José Güity

Personal information
- Full name: José César Güity Vuelto
- Date of birth: 19 May 1985 (age 41)
- Place of birth: La Ceiba, Honduras
- Position: Striker

Youth career
- Marathón

Senior career*
- Years: Team / Apps / (Gls)
- 2004–2008: Marathón / 46 / (11)
- 2007: → Hispano (loan) / 16 / (3)
- 2008: Shanghai Shenhua
- 2009: Vida
- 2009: Herediano
- 2009–2010: Peñarol La Mesilla
- 2010: Jalapa
- 2011: Juventud Retalteca
- 2011: Parrillas One
- 2012: Real Sociedad

International career^{‡}
- 2008: Honduras U-23 / 5 / (0)

= José Güity =

Honduran footballer (born 1985)

José César Güity Vuelto (born 19 May 1985) is a Honduran football player.

==Club career==
Nicknamed Baba, Güity started his career at Marathón and joined Chinese side Shanghai Shenhua for a short spell after the Beijing Olympics. After he returned to Honduras to play for Vida, he again moved abroad in summer 2009 to play for Costa Rican side Herediano, and made his debut in July 2009, immediately scoring the winning goal against L.D. Alajuelense. However, he already left them in August 2009 to make his debut for Guatemalan outfit Peñarol La Mesilla in October 2009.

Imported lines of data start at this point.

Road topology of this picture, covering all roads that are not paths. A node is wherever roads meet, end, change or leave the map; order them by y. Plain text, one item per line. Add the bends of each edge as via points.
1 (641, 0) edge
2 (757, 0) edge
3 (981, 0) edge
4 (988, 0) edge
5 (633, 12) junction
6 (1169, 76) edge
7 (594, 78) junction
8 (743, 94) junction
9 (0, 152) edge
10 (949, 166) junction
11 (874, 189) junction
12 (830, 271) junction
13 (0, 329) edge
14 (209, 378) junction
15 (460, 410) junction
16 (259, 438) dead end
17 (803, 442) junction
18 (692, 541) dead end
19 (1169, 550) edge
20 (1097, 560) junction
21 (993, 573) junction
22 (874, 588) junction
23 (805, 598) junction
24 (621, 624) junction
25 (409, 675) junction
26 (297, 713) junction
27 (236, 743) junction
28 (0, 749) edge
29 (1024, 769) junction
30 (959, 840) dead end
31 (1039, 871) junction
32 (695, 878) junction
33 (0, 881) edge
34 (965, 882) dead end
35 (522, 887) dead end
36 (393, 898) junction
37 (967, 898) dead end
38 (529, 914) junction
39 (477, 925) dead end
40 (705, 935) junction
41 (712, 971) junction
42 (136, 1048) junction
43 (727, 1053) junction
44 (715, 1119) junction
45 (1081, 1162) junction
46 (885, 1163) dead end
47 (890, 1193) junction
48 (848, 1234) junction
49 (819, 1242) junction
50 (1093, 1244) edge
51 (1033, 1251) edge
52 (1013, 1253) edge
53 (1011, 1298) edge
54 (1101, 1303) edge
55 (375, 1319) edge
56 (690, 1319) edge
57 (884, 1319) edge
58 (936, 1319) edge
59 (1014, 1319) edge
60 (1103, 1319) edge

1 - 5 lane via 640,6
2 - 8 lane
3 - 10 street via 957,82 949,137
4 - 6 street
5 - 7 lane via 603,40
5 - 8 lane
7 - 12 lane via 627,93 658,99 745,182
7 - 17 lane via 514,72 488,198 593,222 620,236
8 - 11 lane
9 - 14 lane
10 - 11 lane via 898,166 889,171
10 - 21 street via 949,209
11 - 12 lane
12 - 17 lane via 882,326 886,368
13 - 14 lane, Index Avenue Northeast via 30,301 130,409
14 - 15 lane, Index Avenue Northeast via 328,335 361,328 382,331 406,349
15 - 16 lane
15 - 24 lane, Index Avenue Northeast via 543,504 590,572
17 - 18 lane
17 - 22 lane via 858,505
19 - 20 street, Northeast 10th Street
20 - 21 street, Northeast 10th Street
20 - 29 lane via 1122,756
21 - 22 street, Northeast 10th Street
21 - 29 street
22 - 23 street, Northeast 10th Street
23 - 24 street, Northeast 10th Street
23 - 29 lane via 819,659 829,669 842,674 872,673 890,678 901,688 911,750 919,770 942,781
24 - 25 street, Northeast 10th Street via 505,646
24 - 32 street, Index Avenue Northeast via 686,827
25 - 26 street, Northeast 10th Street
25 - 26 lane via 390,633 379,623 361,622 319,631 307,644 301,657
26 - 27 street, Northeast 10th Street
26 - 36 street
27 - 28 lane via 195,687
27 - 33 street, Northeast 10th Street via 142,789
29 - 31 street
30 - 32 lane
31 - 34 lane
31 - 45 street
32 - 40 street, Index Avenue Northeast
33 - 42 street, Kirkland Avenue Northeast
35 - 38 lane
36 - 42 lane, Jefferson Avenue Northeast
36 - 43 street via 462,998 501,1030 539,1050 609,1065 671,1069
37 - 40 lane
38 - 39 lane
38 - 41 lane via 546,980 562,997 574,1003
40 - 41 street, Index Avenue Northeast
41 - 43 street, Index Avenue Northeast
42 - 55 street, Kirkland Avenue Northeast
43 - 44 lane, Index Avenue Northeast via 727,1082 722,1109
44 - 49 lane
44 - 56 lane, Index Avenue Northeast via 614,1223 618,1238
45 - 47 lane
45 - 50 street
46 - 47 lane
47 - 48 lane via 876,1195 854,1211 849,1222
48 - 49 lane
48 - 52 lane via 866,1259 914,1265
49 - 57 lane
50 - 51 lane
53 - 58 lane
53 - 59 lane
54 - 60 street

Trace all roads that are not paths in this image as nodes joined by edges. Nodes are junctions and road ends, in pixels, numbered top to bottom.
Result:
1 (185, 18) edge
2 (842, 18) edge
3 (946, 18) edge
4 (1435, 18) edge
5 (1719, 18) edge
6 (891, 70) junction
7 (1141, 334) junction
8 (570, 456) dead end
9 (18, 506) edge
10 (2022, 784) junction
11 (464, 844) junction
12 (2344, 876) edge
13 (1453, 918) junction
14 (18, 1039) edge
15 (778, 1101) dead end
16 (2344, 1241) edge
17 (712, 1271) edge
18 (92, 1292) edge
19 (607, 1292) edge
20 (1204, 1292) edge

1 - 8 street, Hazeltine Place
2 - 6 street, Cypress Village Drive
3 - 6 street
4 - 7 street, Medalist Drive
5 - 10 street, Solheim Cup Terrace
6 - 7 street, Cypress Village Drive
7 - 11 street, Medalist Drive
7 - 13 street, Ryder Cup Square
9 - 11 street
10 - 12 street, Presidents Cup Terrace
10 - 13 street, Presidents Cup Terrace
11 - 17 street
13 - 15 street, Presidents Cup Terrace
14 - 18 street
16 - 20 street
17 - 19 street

Güity joined Guatemalans Jalapa for the 2010 Apertura championship. In July 2011 he went on trial to Salvadoran giants Alianza but he ended up in the Honduran second division with Parrillas One. He joined Real Sociedad for the 2012 Clausura.

==International career==
Güity played three games at the 2005 FIFA World Youth Championship in the Netherlands.
He was also part of the U-23 Honduras national football team that won the 2008 CONCACAF Men's Pre-Olympic Tournament and qualified to the 2008 Summer Olympics.